The most well-known of Durham's Bluesmen is 'Blind Boy Fuller'. Fuller, née Fulton Allen, was born on July 10, 1907 in Wadesboro, NC. He was one on ten children, and early in his childhood moved to Rockingham, NC, after the death of his mother. In 1926, Allen married Cora Mae Martin; the following year, he began to lose his eyesight, and turned to busking on street corners with this guitar as a way to earn money. Allen traveled to Winston-Salem and Danville, VA, playing at tobacco warehouses. In 1928, then completely blind, he made his way to Durham.
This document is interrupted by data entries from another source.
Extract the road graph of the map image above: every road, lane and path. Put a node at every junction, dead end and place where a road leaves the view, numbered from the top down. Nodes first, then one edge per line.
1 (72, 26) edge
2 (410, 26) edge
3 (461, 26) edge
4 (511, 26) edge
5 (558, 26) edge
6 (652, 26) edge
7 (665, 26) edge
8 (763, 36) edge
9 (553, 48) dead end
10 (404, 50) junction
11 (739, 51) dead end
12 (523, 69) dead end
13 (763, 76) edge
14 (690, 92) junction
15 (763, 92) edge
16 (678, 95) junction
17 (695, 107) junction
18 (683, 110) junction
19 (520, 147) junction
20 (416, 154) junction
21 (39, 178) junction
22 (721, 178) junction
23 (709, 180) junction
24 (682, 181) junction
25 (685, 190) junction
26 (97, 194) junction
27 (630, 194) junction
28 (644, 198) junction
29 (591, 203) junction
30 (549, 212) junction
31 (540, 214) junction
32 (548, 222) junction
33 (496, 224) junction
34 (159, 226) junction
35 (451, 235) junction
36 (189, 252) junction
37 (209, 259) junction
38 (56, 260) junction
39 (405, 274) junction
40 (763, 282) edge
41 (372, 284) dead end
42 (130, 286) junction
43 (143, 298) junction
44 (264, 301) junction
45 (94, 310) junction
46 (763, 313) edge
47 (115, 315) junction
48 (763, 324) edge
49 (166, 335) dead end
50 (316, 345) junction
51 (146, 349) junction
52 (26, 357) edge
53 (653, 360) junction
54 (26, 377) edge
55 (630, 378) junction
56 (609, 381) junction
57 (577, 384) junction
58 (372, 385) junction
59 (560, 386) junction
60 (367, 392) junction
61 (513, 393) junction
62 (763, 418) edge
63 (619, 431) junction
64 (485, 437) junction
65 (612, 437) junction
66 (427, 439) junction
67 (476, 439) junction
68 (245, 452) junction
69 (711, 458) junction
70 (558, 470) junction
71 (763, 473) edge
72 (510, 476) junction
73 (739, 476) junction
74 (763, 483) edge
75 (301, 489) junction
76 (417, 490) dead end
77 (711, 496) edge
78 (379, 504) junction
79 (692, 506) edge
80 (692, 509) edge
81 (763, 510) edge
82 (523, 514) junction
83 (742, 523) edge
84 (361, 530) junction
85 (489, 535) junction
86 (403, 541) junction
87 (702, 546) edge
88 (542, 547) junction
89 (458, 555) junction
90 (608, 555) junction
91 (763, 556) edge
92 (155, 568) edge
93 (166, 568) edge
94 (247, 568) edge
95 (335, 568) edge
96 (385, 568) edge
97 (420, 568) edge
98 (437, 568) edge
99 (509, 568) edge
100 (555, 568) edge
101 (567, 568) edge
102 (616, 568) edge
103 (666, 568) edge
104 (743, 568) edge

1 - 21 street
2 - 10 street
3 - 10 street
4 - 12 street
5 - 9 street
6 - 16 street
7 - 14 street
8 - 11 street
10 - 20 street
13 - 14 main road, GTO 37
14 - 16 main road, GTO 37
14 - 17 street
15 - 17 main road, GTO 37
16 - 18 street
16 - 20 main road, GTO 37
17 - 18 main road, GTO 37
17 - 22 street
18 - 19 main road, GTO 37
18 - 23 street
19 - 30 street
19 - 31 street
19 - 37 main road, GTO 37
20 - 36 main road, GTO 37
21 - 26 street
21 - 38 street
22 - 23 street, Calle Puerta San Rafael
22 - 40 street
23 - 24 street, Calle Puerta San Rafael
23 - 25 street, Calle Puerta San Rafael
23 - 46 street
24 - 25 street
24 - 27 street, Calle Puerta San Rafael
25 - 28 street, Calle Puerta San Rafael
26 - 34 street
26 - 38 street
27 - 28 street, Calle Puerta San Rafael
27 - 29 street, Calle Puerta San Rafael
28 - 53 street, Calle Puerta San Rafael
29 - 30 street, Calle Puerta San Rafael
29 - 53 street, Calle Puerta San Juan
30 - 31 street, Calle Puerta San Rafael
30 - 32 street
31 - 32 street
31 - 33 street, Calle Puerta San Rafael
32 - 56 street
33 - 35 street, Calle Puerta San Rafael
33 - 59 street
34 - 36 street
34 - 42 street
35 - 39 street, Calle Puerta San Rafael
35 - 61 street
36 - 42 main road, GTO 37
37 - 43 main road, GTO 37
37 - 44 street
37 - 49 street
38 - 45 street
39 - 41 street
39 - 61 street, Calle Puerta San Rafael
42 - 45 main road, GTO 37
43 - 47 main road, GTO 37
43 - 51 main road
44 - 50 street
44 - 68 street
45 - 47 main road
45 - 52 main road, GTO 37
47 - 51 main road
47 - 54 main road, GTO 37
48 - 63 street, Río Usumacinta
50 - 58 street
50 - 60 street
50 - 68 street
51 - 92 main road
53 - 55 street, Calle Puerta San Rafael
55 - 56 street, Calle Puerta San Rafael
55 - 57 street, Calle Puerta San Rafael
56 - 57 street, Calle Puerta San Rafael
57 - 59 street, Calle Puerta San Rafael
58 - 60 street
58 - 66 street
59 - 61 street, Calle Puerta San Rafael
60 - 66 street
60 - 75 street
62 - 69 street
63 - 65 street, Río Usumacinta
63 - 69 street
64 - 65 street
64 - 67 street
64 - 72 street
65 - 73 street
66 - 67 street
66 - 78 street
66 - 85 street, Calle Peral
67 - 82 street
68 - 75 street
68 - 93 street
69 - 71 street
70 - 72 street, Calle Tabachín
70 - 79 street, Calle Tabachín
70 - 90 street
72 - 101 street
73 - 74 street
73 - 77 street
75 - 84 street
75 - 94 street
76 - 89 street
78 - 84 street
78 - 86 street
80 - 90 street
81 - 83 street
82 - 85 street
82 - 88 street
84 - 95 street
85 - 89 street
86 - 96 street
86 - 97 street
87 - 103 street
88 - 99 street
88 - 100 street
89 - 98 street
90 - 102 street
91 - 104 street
Allen often played in the tobacco warehouse district to earn money; street vendors, musicians, and retail establishments all were interested in tapping the tobacco farmer who was newly flush with cash from the tobacco sale. He also played along the part of Hayti also known as 'Mexico', along East Pettigrew Street.
In 1935, James Baxter Long, who managed a record store in Burlington, and the United Dollar Store in Durham noted Fuller's talent. He secured Allen a recording session with the American Recording Company (ARC) along with 'Blind' Gary Davis and washboard player/guitarist George Washington. It was Long who coined the name 'Blind Boy Fuller' as a better moniker for selling records; Long also named Washington 'Bull City Red', which reportedly referred to Washington's skin color.
The musicians recorded several tracks in New York City, including "Rag, Mama, Rag" and "I'm a Rattlesnakin' Daddy." Over the next five years Fuller recorded ~135 'sides', his recordings appearing on several labels. In April 1936, Fuller recorded ten solo performances, and also recorded with guitarist Floyd Council. In 1937, he auditioned for talent scout Mayo 'Ink' Williams and recorded for the Decca label, but then returned to ARC. Later in 1937, he made his first recordings with harmonica player Sonny Terry, recording "Bye Bye Baby Blues."
Fuller is often described as a "sharp dresser" who had a "fiery temper" and always carried a .38 pistol with him. In 1938, he was imprisoned in the Durham County Jail for shooting his wife in the leg. His wife evidently recovered and forgave him.
However, the incarceration caused him to miss John Hammond's "Spirituals to Swing" concert in New York City that year. Sonny Terry who went in his stead, sparking the beginning of a long 'folk music' career.
Fuller recorded again that same year in Columbia, SC, producing "Big House Bound" about his time in the Durham jail. He recorded again with Washington and Terry in Memphis in 1939. Fuller's last two recording sessions took place in New York City during 1940. Fuller refused admission to the hospital, and was cared for at his home at 904 Massey Avenue by his wife. He died on February 13, 1941 following complications from surgery for cystitis. He is buried in Grove Hill Cemetery. Read a bit more about Fuller's final resting place (and those of other bluesmen) at his entry on the Dead Blues Guys site.
While I'm not qualified to analyze Fuller's work, this is one opinion from his Wikipedia entry:
"His style of singing was rough and direct, and his lyrics explicit and uninhibited as he drew from every aspect of his experience as an underprivileged, blind Black person on the streets -- pawnshops, jailhouses, sickness, death -- with an honesty that lacked sentimentality. Although he was not sophisticated, his artistry as a folk singer lay in the honesty and integrity of his self-expression. His songs contained desire, love, jealousy, disappointment, menace and humor."
You can listen to an excerpt of Fuller's music at this site, or here is a sampling of Blind Boy Fuller music on iTunes.
A prolonged effort to recognize Fuller with a historical marker culminated in the placement of a state historic marker on Fayetteville St (beside the Stanford L. Warren library) and a city historic marker along the American Tobacco Trail near Fayetteville St. and the cemetery where Fuller was buried. When the city marker was unveiled, Nick Tennyson (then mayor of Durham) proclaimed June 16, 2001 as "Blind Boy Fuller Day".